● **The task**:
Here is a block of records. Copy every line in it that includes "thumb".

● **Entries supplied**:
--------
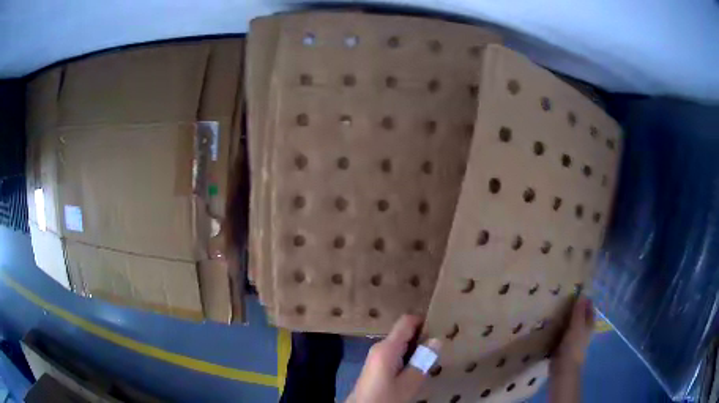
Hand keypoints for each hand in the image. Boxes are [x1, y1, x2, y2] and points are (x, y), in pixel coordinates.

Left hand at [347, 315, 441, 402]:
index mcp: (387, 348)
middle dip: (423, 336)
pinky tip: (418, 367)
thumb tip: (436, 339)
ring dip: (417, 348)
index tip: (442, 325)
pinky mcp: (376, 366)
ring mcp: (376, 356)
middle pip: (404, 332)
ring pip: (401, 344)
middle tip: (442, 343)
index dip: (424, 320)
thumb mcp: (408, 384)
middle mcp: (380, 347)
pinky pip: (396, 354)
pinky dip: (409, 357)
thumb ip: (422, 362)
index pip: (406, 321)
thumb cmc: (385, 397)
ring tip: (434, 355)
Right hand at [553, 296, 594, 370]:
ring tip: (554, 308)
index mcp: (589, 324)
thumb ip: (578, 311)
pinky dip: (558, 327)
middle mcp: (583, 330)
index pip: (589, 308)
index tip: (575, 290)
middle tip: (562, 297)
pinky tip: (550, 323)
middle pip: (580, 315)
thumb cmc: (573, 346)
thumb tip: (582, 293)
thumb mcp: (577, 326)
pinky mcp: (563, 344)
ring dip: (564, 317)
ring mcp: (573, 338)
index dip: (585, 300)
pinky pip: (561, 332)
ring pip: (570, 323)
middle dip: (573, 307)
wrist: (563, 368)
--------
● **Answer to the exercise**:
thumb tip: (436, 339)
thumb mcp: (408, 384)
thumb ip: (422, 362)
thumb cmc: (385, 397)
thumb ip: (578, 311)
thumb cmc: (573, 346)
thumb tip: (582, 293)
thumb mcp: (577, 326)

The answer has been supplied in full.